Nessa quinta-feira, 7, a 2ª Companhia de Bombeiros Militar deu início a atividades como objetivo treinar a equipe composta por 45 militares que pode ser convocada a qualquer momento para ajudar nos resgates na barragem que se rompeu em Brumadinho, na região metropolitana de Belo Horizonte.

Militares estão sendo preparados para trabalhar na retirada de corpos

Militares estão sendo preparados para trabalhar na retirada de corpos

 

Segundo informações do sargento Pereira, que comanda o treinamento de salvamento terrestre, faz parte das ações resgates às vítimas de soterramento e desabamento. “A todo tempo estão convocando, e por isso precisamos capacitar nossos militares”, disse. Três militares de Araguari, sargentos Diniz e Nilson, e soldado Mendes, que possuem especialização na área, estão participando dos resgates em Brumadinho, onde são feitos rodízios entre os militares, que permanecem no local entre cinco a seis dias.

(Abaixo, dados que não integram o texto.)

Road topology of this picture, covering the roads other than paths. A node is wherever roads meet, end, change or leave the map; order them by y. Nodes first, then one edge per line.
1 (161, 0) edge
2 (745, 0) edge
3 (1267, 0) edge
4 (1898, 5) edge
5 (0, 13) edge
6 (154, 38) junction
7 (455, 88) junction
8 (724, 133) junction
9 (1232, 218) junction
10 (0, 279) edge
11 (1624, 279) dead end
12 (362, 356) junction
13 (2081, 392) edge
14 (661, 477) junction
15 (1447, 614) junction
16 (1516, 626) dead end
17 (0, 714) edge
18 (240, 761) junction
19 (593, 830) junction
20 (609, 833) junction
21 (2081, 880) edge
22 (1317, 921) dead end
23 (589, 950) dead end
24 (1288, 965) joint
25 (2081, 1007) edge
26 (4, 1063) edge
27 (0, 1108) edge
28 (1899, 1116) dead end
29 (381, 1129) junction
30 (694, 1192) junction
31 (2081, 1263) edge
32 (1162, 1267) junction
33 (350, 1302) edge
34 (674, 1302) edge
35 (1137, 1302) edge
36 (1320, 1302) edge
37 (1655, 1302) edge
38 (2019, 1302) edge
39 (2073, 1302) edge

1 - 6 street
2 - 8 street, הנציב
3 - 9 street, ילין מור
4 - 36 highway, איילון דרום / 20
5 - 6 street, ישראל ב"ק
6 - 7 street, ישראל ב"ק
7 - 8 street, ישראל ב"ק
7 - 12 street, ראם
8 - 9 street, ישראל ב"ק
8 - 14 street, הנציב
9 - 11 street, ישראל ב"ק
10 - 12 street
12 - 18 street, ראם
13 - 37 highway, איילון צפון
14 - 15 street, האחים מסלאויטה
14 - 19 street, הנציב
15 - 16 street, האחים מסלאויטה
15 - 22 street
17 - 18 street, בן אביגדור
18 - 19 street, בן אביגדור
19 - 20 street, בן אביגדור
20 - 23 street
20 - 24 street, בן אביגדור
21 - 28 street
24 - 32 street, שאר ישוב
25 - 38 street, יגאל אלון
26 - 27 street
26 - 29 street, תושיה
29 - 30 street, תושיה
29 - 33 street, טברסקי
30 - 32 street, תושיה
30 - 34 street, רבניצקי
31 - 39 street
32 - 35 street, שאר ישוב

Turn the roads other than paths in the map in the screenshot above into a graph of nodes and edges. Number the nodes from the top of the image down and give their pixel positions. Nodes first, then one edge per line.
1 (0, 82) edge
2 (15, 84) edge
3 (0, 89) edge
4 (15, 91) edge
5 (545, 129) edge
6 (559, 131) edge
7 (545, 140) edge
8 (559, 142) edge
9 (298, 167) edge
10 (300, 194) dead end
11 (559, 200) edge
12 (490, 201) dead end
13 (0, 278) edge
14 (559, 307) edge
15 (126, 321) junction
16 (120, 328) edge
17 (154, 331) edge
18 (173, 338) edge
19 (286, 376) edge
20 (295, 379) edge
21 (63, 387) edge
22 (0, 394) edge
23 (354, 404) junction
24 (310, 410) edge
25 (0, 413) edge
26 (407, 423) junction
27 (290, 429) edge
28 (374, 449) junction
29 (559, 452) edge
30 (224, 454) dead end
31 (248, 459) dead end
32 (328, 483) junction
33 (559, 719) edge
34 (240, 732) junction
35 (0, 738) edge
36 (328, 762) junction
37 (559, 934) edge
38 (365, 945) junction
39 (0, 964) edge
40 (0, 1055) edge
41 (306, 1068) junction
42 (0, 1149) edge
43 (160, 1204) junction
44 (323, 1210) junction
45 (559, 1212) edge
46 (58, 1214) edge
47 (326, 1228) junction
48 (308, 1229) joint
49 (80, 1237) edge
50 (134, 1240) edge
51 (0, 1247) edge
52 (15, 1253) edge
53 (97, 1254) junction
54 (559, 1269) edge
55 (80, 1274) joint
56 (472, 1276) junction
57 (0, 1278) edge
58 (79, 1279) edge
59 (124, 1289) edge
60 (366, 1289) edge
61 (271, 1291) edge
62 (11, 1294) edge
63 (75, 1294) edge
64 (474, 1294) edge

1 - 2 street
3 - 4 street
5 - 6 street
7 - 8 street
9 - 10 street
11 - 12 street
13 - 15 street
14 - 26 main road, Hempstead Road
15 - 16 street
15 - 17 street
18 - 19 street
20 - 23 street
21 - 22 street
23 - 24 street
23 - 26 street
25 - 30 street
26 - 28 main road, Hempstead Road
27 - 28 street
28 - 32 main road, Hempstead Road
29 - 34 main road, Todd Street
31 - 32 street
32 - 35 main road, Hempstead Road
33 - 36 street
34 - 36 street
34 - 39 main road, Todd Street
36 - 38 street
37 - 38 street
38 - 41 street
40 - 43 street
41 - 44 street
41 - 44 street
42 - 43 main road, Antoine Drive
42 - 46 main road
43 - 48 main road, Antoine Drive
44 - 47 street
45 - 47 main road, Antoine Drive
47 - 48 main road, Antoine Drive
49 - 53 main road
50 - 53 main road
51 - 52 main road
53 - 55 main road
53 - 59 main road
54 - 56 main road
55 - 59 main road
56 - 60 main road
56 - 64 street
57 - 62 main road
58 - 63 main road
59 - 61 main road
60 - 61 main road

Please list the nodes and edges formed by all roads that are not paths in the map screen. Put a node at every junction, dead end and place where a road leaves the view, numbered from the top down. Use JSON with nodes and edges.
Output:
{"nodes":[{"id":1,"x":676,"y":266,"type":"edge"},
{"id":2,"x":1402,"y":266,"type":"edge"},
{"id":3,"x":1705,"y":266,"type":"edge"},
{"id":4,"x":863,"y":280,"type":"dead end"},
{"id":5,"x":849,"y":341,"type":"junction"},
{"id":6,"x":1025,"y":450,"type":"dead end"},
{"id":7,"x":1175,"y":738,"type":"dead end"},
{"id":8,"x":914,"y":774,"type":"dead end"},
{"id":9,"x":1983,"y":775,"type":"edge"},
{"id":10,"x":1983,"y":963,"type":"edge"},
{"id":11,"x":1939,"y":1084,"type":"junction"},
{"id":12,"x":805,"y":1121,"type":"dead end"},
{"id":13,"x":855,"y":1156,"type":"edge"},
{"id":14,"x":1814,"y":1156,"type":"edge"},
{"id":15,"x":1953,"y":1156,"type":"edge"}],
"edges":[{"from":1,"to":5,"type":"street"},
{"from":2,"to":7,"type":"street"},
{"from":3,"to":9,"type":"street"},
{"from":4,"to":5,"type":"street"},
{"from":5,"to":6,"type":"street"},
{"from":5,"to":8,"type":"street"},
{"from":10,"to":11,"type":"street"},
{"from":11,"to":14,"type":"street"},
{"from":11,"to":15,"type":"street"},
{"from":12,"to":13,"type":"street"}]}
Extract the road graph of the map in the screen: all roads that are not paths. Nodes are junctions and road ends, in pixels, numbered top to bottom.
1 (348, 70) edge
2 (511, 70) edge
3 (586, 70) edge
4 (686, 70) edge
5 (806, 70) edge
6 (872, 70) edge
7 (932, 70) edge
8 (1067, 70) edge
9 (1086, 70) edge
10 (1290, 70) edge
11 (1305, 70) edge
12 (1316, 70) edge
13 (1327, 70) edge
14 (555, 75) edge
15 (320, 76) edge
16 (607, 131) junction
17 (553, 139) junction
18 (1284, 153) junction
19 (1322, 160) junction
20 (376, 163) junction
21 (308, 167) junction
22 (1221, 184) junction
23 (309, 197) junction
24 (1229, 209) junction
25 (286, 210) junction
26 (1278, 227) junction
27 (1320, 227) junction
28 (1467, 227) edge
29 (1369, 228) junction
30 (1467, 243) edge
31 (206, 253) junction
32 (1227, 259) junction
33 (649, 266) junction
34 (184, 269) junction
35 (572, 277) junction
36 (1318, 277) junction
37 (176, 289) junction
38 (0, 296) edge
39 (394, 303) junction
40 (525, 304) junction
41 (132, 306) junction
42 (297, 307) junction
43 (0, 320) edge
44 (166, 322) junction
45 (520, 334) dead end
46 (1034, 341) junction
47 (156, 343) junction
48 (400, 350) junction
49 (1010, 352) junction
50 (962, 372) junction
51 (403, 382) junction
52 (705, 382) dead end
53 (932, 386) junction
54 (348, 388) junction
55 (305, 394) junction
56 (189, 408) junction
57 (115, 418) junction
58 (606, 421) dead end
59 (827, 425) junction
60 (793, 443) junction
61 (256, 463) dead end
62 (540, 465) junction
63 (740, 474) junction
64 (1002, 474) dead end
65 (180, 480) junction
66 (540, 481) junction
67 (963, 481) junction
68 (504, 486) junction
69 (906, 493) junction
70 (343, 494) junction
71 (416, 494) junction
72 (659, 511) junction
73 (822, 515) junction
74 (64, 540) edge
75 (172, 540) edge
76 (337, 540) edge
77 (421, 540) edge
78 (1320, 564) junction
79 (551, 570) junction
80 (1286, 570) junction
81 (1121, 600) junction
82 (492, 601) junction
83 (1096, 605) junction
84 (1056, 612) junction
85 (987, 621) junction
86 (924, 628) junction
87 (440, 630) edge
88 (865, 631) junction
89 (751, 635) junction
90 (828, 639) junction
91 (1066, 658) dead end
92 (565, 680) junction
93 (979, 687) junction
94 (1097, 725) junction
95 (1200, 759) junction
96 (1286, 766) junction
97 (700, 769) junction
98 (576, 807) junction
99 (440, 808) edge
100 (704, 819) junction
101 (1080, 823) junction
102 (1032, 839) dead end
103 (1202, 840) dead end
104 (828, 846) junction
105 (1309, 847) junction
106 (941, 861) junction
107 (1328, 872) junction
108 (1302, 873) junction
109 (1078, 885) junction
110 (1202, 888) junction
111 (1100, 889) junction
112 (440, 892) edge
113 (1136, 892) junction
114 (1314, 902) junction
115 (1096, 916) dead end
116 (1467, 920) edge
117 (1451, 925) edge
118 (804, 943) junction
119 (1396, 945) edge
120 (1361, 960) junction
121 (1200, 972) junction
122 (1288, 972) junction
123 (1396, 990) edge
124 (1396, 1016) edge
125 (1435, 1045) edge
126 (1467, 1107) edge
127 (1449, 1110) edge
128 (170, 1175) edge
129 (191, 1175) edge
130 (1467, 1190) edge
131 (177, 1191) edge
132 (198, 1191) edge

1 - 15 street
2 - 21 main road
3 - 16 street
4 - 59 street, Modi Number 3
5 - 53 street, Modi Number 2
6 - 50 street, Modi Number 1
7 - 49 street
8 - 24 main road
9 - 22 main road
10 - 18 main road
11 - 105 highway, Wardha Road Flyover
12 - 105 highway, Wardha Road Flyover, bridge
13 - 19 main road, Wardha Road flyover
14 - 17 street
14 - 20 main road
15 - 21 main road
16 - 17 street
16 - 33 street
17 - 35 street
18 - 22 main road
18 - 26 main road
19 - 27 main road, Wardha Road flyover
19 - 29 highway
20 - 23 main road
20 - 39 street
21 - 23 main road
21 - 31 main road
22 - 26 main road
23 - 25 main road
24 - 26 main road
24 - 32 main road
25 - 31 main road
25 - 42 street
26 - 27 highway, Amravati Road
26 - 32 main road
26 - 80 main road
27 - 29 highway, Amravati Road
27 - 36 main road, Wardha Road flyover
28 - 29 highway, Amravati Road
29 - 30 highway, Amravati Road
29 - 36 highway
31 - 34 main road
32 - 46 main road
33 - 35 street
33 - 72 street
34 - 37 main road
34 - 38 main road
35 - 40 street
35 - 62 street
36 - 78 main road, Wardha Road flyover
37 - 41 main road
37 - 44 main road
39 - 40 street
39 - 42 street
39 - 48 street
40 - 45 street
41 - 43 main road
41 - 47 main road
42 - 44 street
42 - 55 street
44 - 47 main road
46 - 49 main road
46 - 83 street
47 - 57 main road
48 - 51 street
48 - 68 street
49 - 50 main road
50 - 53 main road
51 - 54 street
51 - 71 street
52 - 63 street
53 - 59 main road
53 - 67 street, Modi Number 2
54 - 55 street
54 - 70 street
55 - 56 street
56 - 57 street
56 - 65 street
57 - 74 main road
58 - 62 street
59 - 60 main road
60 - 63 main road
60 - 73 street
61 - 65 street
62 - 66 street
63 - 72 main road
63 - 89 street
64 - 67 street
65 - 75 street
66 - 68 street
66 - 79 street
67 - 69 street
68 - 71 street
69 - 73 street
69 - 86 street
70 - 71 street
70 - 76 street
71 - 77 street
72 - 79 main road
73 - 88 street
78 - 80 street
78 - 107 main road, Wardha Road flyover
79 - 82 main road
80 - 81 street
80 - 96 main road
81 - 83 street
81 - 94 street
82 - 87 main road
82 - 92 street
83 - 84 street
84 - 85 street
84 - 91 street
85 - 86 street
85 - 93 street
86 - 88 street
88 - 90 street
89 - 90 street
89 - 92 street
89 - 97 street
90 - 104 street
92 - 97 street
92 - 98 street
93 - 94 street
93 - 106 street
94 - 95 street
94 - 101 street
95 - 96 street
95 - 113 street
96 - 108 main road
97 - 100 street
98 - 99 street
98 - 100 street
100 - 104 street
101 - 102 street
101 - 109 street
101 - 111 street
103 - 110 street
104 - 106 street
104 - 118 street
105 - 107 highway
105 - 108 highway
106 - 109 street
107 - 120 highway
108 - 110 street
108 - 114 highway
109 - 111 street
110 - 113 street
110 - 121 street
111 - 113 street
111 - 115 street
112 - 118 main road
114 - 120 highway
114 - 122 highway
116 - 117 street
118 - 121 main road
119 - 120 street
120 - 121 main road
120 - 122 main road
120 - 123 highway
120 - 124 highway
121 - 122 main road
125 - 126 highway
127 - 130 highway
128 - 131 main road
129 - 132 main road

“É um trabalho exaustivo e, por isso, precisa ser feita esta troca de equipes. Estamos bastante ansiosos na expectativa de ajudar, mesmo porque este é o nosso trabalho. Não desejamos cessar as buscar até encontrar o último corpo”, enfatizou.

De acordo com informações do tenente Ésio, o treinamento inclui técnicas precisas de como resgatar um corpo por meio, por exemplo, do desmanche hidráulico em que são usados caminhões que depositam águas nos barrancos para que o barro se transforme em água. “Desta forma é possível retirar o corpo para não acontecer de maquinário arrancar pedaços.”

O militar comenta que os cães farejadores tem sido uma alternativa bastante eficaz para o encontro de cadáveres. “O cão tem de 15 a 20 vezes o olfato mais apurado que do homem, então ele consegue capturar pequenas partículas que nós não sentimos. Ele consegue identificar tanto da pessoa viva, devido aos hormônios, quanto da pessoa em óbito, cheiro característico da putrefação.”

A situação de Brumadinho é considerada atípica tendo em vista que foi um desastre devido a proporções que não foram programadas por nenhuma instituição de resgate. “A profundidade de lama chega a 18 metros. Para remoção são necessários anos, mas enquanto tiver a possibilidade de resgate de corpo estaremos presentes. A previsão é de que os trabalhos continuem pelos próximos dois ou três meses”, concluiu.